(WHAT IS REQUIRED): Return, without pictures, the lines from the start of the data through the one that contains "Build a routing".

(TASK INPUT):
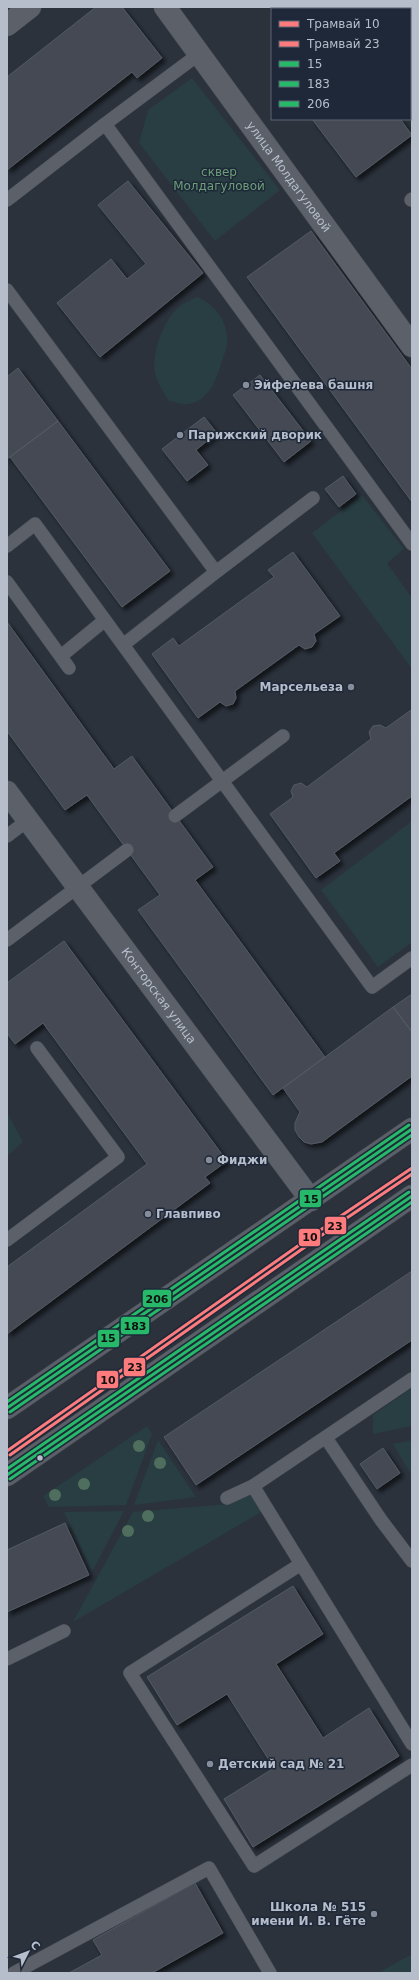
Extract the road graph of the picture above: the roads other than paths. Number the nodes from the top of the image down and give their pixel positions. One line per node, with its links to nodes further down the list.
1 (30, 7): 3 (street)
2 (165, 7): 4 (street, улица Молдагуловой)
3 (7, 25)
4 (200, 54): 5 (lane); 8 (street, улица Молдагуловой)
5 (105, 124): 6 (lane); 10 (lane)
6 (7, 200)
7 (7, 290): 12 (lane)
8 (412, 346)
9 (313, 498): 12 (lane)
10 (412, 544)
11 (7, 546): 14 (lane)
12 (216, 572): 15 (lane)
13 (7, 582): 16 (lane)
14 (105, 620): 15 (lane); 16 (lane)
15 (123, 645): 19 (lane)
16 (61, 656): 17 (lane)
17 (69, 668)
18 (283, 736): 19 (lane)
19 (222, 781): 21 (lane); 27 (lane)
20 (9, 798): 22 (street, Конторская улица)
21 (175, 816)
22 (28, 820): 23 (lane); 25 (street, Конторская улица)
23 (7, 836)
24 (127, 850): 25 (lane)
25 (78, 887): 26 (lane); 31 (street, Конторская улица)
26 (7, 940)
27 (412, 958)
28 (37, 1048): 32 (lane)
29 (412, 1129): 31 (main road)
30 (412, 1196): 36 (main road)
31 (311, 1200): 34 (main road)
32 (7, 1240)
33 (412, 1379): 35 (lane)
34 (7, 1408)
35 (326, 1438): 37 (lane); 39 (lane)
36 (7, 1475)
37 (253, 1486): 38 (lane); 40 (lane)
38 (227, 1498)
39 (412, 1561)
40 (301, 1564): 43 (lane); 44 (lane)
41 (64, 1631): 42 (lane)
42 (7, 1659)
43 (412, 1744)
44 (412, 1765)
45 (14, 1973): 46 (lane)
46 (270, 1973)

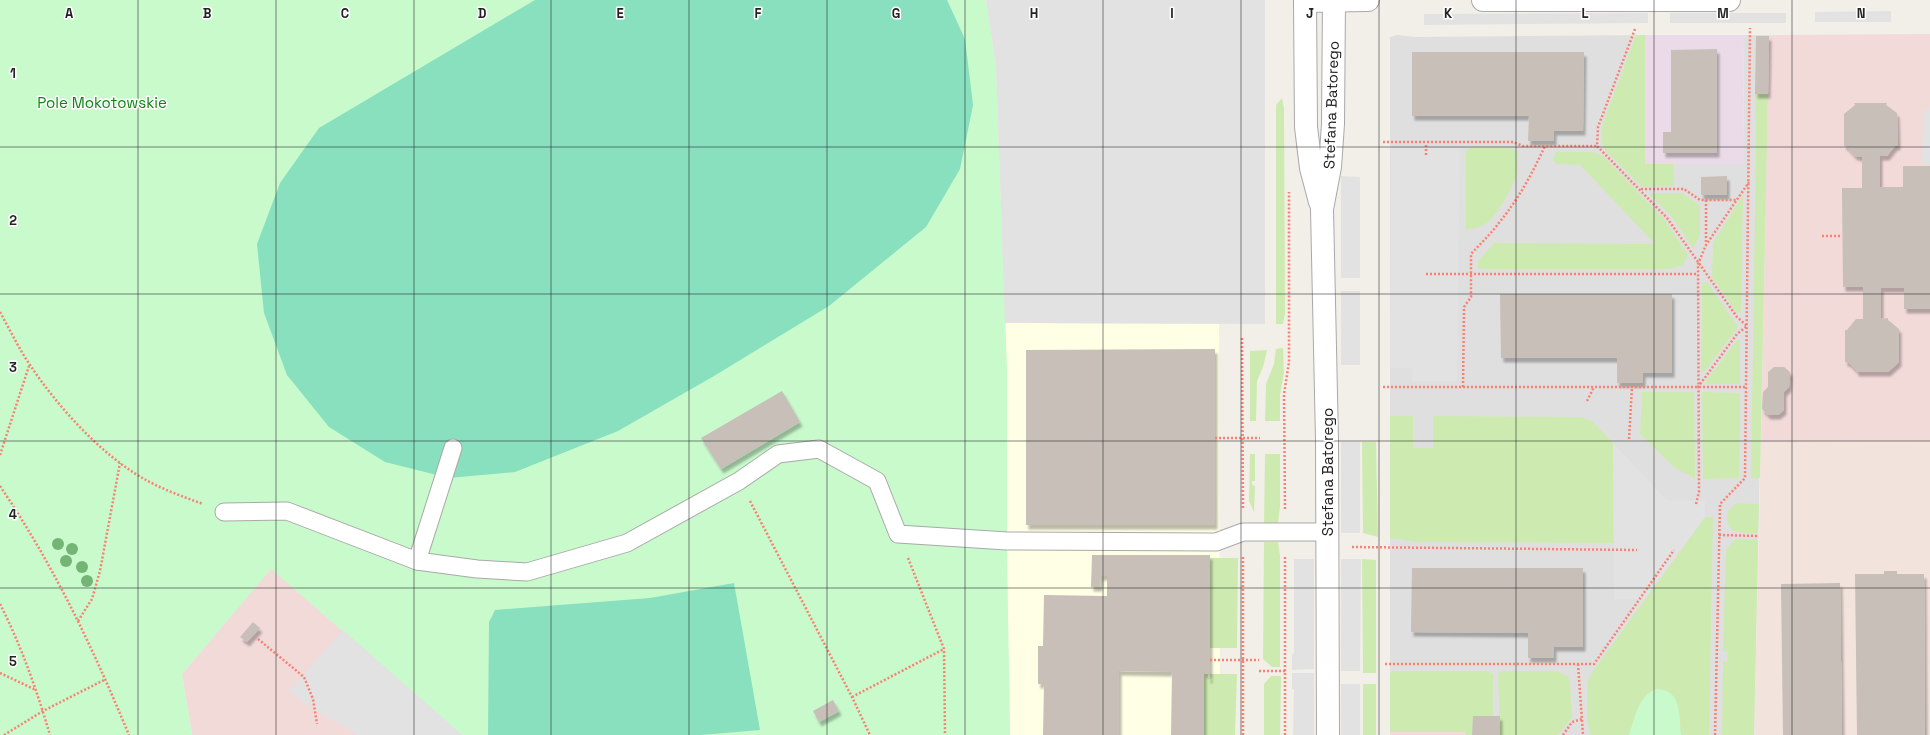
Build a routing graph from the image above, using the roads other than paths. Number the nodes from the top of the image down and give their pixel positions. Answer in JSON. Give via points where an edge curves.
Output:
{"nodes":[{"id":1,"x":1334,"y":0,"type":"edge"},
{"id":2,"x":1368,"y":0,"type":"edge"},
{"id":3,"x":1483,"y":0,"type":"edge"},
{"id":4,"x":1711,"y":0,"type":"edge"},
{"id":5,"x":1729,"y":0,"type":"edge"},
{"id":6,"x":1305,"y":1,"type":"edge"},
{"id":7,"x":1322,"y":208,"type":"junction"},
{"id":8,"x":453,"y":448,"type":"dead end"},
{"id":9,"x":224,"y":512,"type":"road end"},
{"id":10,"x":1327,"y":540,"type":"junction"},
{"id":11,"x":417,"y":561,"type":"junction"},
{"id":12,"x":1328,"y":735,"type":"edge"}],
"edges":[{"from":1,"to":2,"type":"street"},
{"from":1,"to":6,"type":"street"},
{"from":1,"to":7,"type":"street","name":"Stefana Batorego","via":[[1333,124],[1330,167]]},
{"from":3,"to":4,"type":"street"},
{"from":4,"to":5,"type":"street"},
{"from":6,"to":7,"type":"street","name":"Stefana Batorego","via":[[1306,127],[1311,168]]},
{"from":7,"to":10,"type":"street","name":"Stefana Batorego","via":[[1326,334]]},
{"from":8,"to":11,"type":"lane"},
{"from":9,"to":11,"type":"lane","via":[[287,511]]},
{"from":10,"to":11,"type":"lane","via":[[1285,532],[1243,532],[1216,542],[1007,541],[898,534],[877,481],[819,449],[778,454],[739,481],[627,543],[527,572]]},
{"from":10,"to":12,"type":"street","name":"Stefana Batorego"}]}
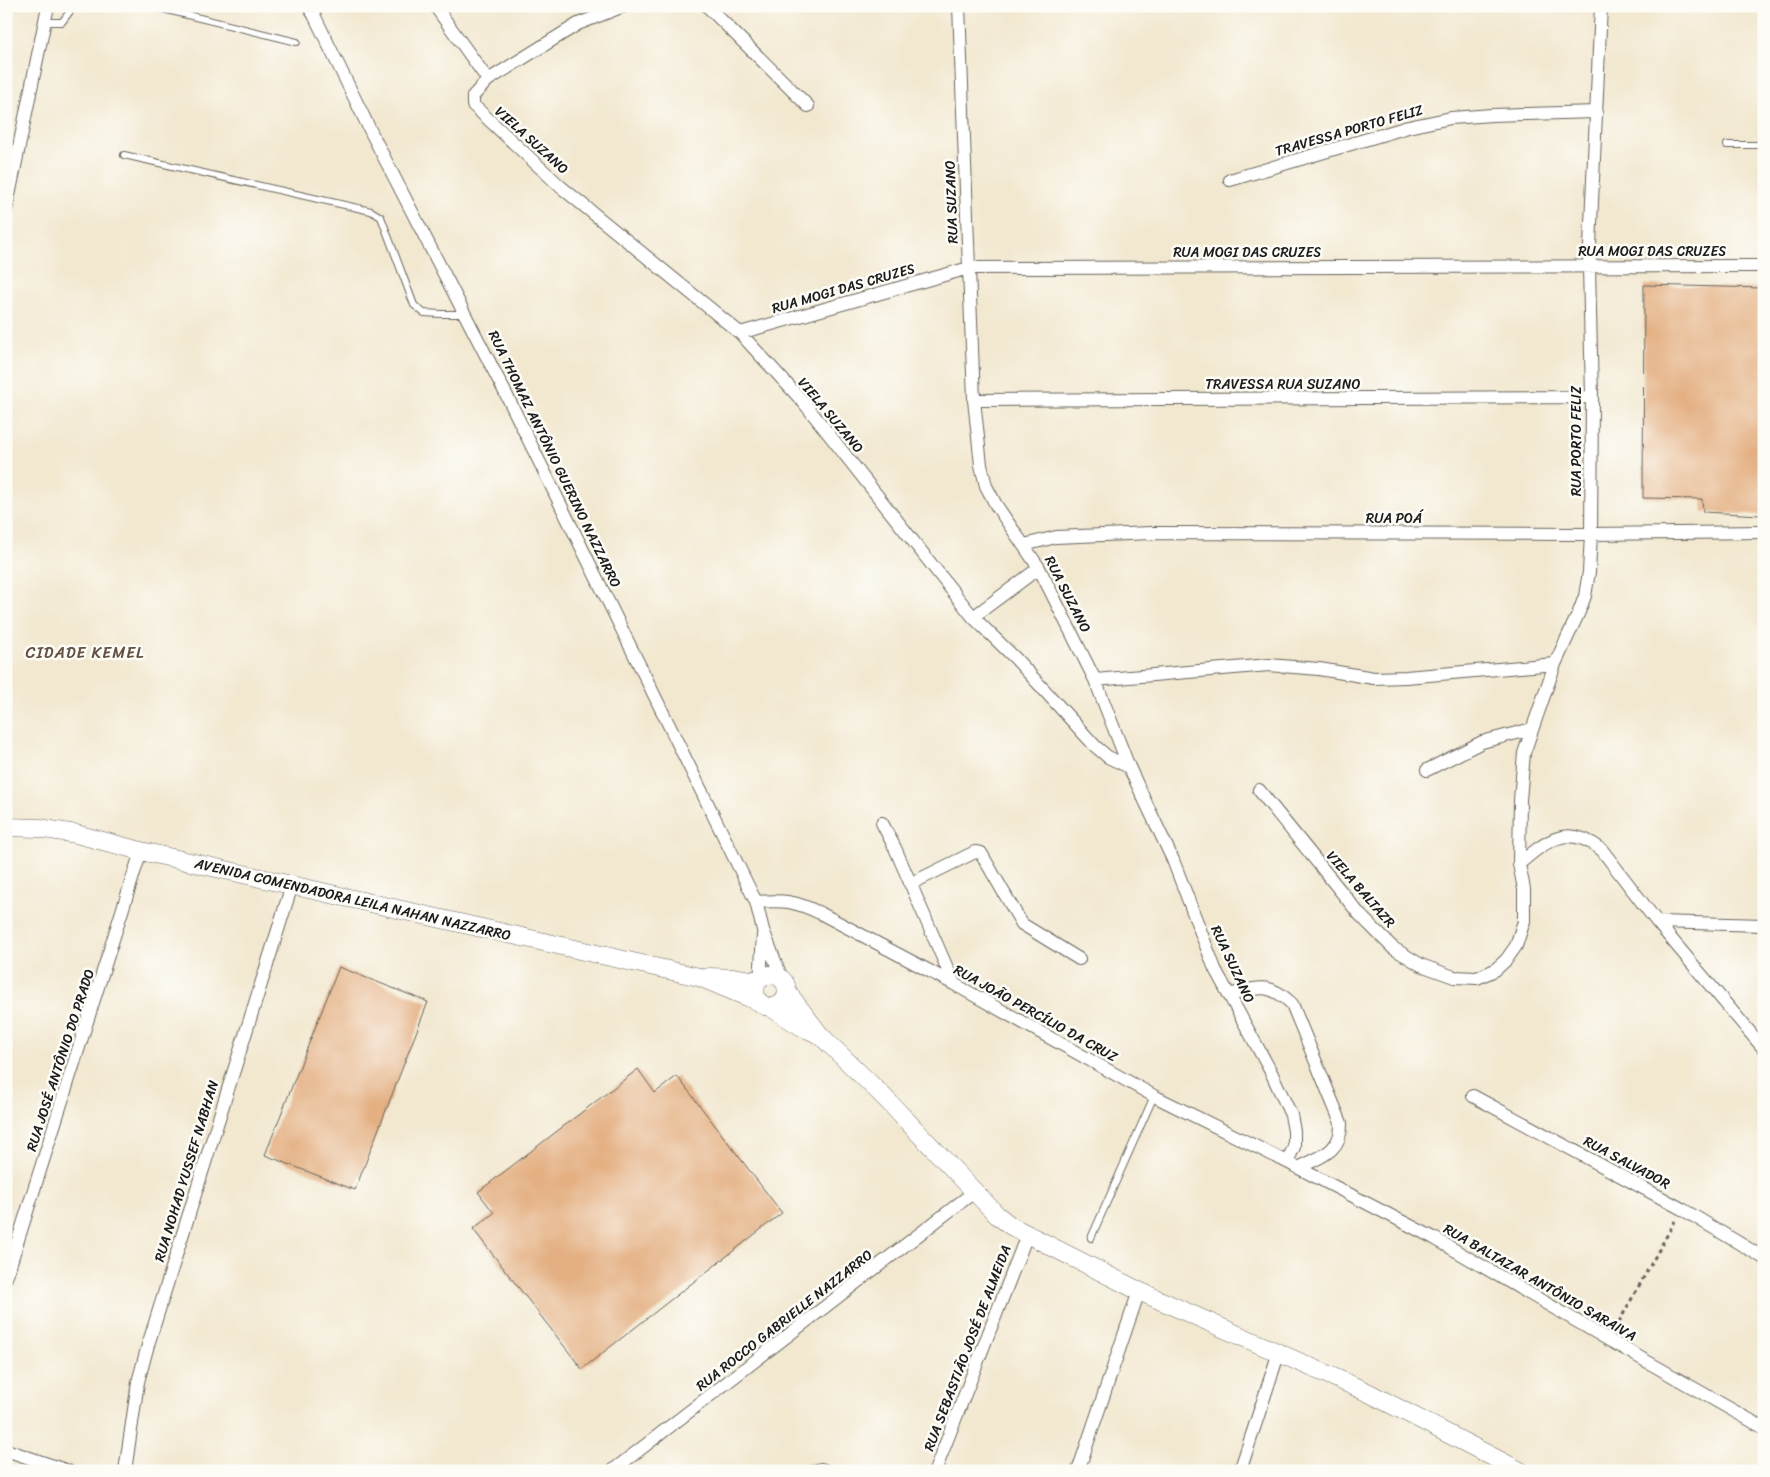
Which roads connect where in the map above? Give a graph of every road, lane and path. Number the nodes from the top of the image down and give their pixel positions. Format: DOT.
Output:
graph roads {
  1 [pos="48,6"];
  2 [pos="74,6"];
  3 [pos="151,6"];
  4 [pos="436,6"];
  5 [pos="624,6"];
  6 [pos="706,6"];
  7 [pos="959,6"];
  8 [pos="1601,6"];
  9 [pos="314,9"];
  10 [pos="45,22"];
  11 [pos="297,42"];
  12 [pos="488,80"];
  13 [pos="808,106"];
  14 [pos="1597,112"];
  15 [pos="1726,145"];
  16 [pos="1764,145"];
  17 [pos="124,155"];
  18 [pos="1230,180"];
  19 [pos="6,210"];
  20 [pos="1590,266"];
  21 [pos="1764,266"];
  22 [pos="969,268"];
  23 [pos="465,314"];
  24 [pos="740,333"];
  25 [pos="1592,398"];
  26 [pos="974,400"];
  27 [pos="1764,532"];
  28 [pos="1591,534"];
  29 [pos="1024,545"];
  30 [pos="1040,568"];
  31 [pos="974,617"];
  32 [pos="1555,664"];
  33 [pos="1095,680"];
  34 [pos="1532,729"];
  35 [pos="1129,767"];
  36 [pos="1428,770"];
  37 [pos="1258,790"];
  38 [pos="882,823"];
  39 [pos="6,827"];
  40 [pos="142,851"];
  41 [pos="1519,864"];
  42 [pos="910,884"];
  43 [pos="292,885"];
  44 [pos="756,902"];
  45 [pos="1657,922"];
  46 [pos="1764,925"];
  47 [pos="763,930"];
  48 [pos="1079,959"];
  49 [pos="699,977"];
  50 [pos="759,981"];
  51 [pos="954,984"];
  52 [pos="785,986"];
  53 [pos="1229,995"];
  54 [pos="765,1005"];
  55 [pos="820,1035"];
  56 [pos="1764,1049"];
  57 [pos="1154,1096"];
  58 [pos="1474,1096"];
  59 [pos="1292,1165"];
  60 [pos="974,1192"];
  61 [pos="1682,1209"];
  62 [pos="1027,1235"];
  63 [pos="1091,1238"];
  64 [pos="1764,1258"];
  65 [pos="6,1278"];
  66 [pos="1139,1291"];
  67 [pos="1609,1340"];
  68 [pos="1279,1352"];
  69 [pos="1764,1428"];
  70 [pos="6,1450"];
  71 [pos="68,1471"];
  72 [pos="125,1471"];
  73 [pos="612,1471"];
  74 [pos="814,1471"];
  75 [pos="826,1471"];
  76 [pos="935,1471"];
  77 [pos="1078,1471"];
  78 [pos="1240,1471"];
  79 [pos="1520,1471"];
  1 -- 10 [label="street"];
  2 -- 10 [label="lane"];
  3 -- 11 [label="lane"];
  4 -- 12 [label="street"];
  5 -- 12 [label="street"];
  6 -- 13 [label="street"];
  7 -- 22 [label="street, RUA SUZANO"];
  8 -- 14 [label="street, RUA PORTO FELIZ"];
  9 -- 23 [label="street, RUA THOMAZ ANTÔNIO GUERINO NAZZARRO"];
  10 -- 19 [label="street"];
  12 -- 24 [label="street, VIELA SUZANO"];
  14 -- 18 [label="street, TRAVESSA PORTO FELIZ"];
  14 -- 20 [label="street, RUA PORTO FELIZ"];
  15 -- 16 [label="lane"];
  17 -- 23 [label="lane"];
  20 -- 21 [label="street, RUA MOGI DAS CRUZES"];
  20 -- 22 [label="street, RUA MOGI DAS CRUZES"];
  20 -- 25 [label="street, RUA PORTO FELIZ"];
  22 -- 24 [label="street, RUA MOGI DAS CRUZES"];
  22 -- 26 [label="street, RUA SUZANO"];
  23 -- 44 [label="street, RUA THOMAZ ANTÔNIO GUERINO NAZZARRO"];
  24 -- 31 [label="street, VIELA SUZANO"];
  25 -- 26 [label="street, TRAVESSA RUA SUZANO"];
  25 -- 28 [label="street, RUA PORTO FELIZ"];
  26 -- 29 [label="street, RUA SUZANO"];
  27 -- 28 [label="street, RUA POÁ"];
  28 -- 29 [label="street, RUA POÁ"];
  28 -- 32 [label="street, RUA PORTO FELIZ"];
  29 -- 30 [label="street, RUA SUZANO"];
  30 -- 31 [label="street"];
  30 -- 33 [label="street, RUA SUZANO"];
  31 -- 35 [label="street, VIELA SUZANO"];
  32 -- 33 [label="street"];
  32 -- 34 [label="street, RUA PORTO FELIZ"];
  33 -- 35 [label="street, RUA SUZANO"];
  34 -- 36 [label="street"];
  34 -- 41 [label="street, RUA PORTO FELIZ"];
  35 -- 53 [label="street, RUA SUZANO"];
  37 -- 41 [label="street, VIELA BALTAZR"];
  38 -- 42 [label="street"];
  39 -- 40 [label="main road, AVENIDA COMENDADORA LEILA NAHAN NAZZARRO"];
  40 -- 43 [label="main road, AVENIDA COMENDADORA LEILA NAHAN NAZZARRO"];
  40 -- 65 [label="street, RUA JOSÉ ANTÔNIO DO PRADO"];
  41 -- 45 [label="street"];
  42 -- 48 [label="street"];
  42 -- 51 [label="street"];
  43 -- 49 [label="main road, AVENIDA COMENDADORA LEILA NAHAN NAZZARRO"];
  43 -- 72 [label="street, RUA NOHAD YUSSEF NABHAN"];
  44 -- 47 [label="street, RUA THOMAZ ANTÔNIO GUERINO NAZZARRO"];
  44 -- 51 [label="street, RUA JOÃO PERCÍLIO DA CRUZ"];
  45 -- 46 [label="street"];
  45 -- 56 [label="street"];
  47 -- 50 [label="street, RUA THOMAZ ANTÔNIO GUERINO NAZZARRO"];
  47 -- 52 [label="street, RUA THOMAZ ANTÔNIO GUERINO NAZZARRO"];
  49 -- 50 [label="main road, AVENIDA COMENDADORA LEILA NAHAN NAZZARRO"];
  49 -- 54 [label="main road, AVENIDA COMENDADORA LEILA NAHAN NAZZARRO"];
  50 -- 52 [label="main road"];
  50 -- 54 [label="main road"];
  51 -- 57 [label="street, RUA JOÃO PERCÍLIO DA CRUZ"];
  52 -- 54 [label="main road"];
  52 -- 55 [label="main road, AVENIDA COMENDADORA LEILA NAHAN NAZZARRO"];
  53 -- 59 [label="street, RUA SUZANO"];
  53 -- 59 [label="street"];
  54 -- 55 [label="main road, AVENIDA COMENDADORA LEILA NAHAN NAZZARRO"];
  55 -- 60 [label="main road, AVENIDA COMENDADORA LEILA NAHAN NAZZARRO"];
  57 -- 59 [label="street, RUA JOÃO PERCÍLIO DA CRUZ"];
  57 -- 63 [label="lane"];
  58 -- 61 [label="street, RUA SALVADOR"];
  59 -- 67 [label="street, RUA BALTAZAR ANTÔNIO SARAIVA"];
  60 -- 62 [label="main road, AVENIDA COMENDADORA LEILA NAHAN NAZZARRO"];
  60 -- 73 [label="street, RUA ROCCO GABRIELLE NAZZARRO"];
  61 -- 64 [label="street, RUA SALVADOR"];
  61 -- 67 [label="path"];
  62 -- 66 [label="main road, AVENIDA COMENDADORA LEILA NAHAN NAZZARRO"];
  62 -- 76 [label="street, RUA SEBASTIÃO JOSÉ DE ALMEIDA"];
  66 -- 68 [label="main road, AVENIDA COMENDADORA LEILA NAHAN NAZZARRO"];
  66 -- 77 [label="street"];
  67 -- 69 [label="street, RUA BALTAZAR ANTÔNIO SARAIVA"];
  68 -- 78 [label="street"];
  68 -- 79 [label="main road, AVENIDA COMENDADORA LEILA NAHAN NAZZARRO"];
  70 -- 71 [label="street"];
  74 -- 75 [label="street"];
}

(COMPLETED EXERCISE):
Extract the road graph of the picture above: the roads other than paths. Number the nodes from the top of the image down and give their pixel positions. One line per node, with its links to nodes further down the list.
1 (30, 7): 3 (street)
2 (165, 7): 4 (street, улица Молдагуловой)
3 (7, 25)
4 (200, 54): 5 (lane); 8 (street, улица Молдагуловой)
5 (105, 124): 6 (lane); 10 (lane)
6 (7, 200)
7 (7, 290): 12 (lane)
8 (412, 346)
9 (313, 498): 12 (lane)
10 (412, 544)
11 (7, 546): 14 (lane)
12 (216, 572): 15 (lane)
13 (7, 582): 16 (lane)
14 (105, 620): 15 (lane); 16 (lane)
15 (123, 645): 19 (lane)
16 (61, 656): 17 (lane)
17 (69, 668)
18 (283, 736): 19 (lane)
19 (222, 781): 21 (lane); 27 (lane)
20 (9, 798): 22 (street, Конторская улица)
21 (175, 816)
22 (28, 820): 23 (lane); 25 (street, Конторская улица)
23 (7, 836)
24 (127, 850): 25 (lane)
25 (78, 887): 26 (lane); 31 (street, Конторская улица)
26 (7, 940)
27 (412, 958)
28 (37, 1048): 32 (lane)
29 (412, 1129): 31 (main road)
30 (412, 1196): 36 (main road)
31 (311, 1200): 34 (main road)
32 (7, 1240)
33 (412, 1379): 35 (lane)
34 (7, 1408)
35 (326, 1438): 37 (lane); 39 (lane)
36 (7, 1475)
37 (253, 1486): 38 (lane); 40 (lane)
38 (227, 1498)
39 (412, 1561)
40 (301, 1564): 43 (lane); 44 (lane)
41 (64, 1631): 42 (lane)
42 (7, 1659)
43 (412, 1744)
44 (412, 1765)
45 (14, 1973): 46 (lane)
46 (270, 1973)

Build a routing graph from the image above, using the roads other than paths. Number the nodes from the top of the image down and give their pixel positions. Answer in JSON. Give via points where an edge curves.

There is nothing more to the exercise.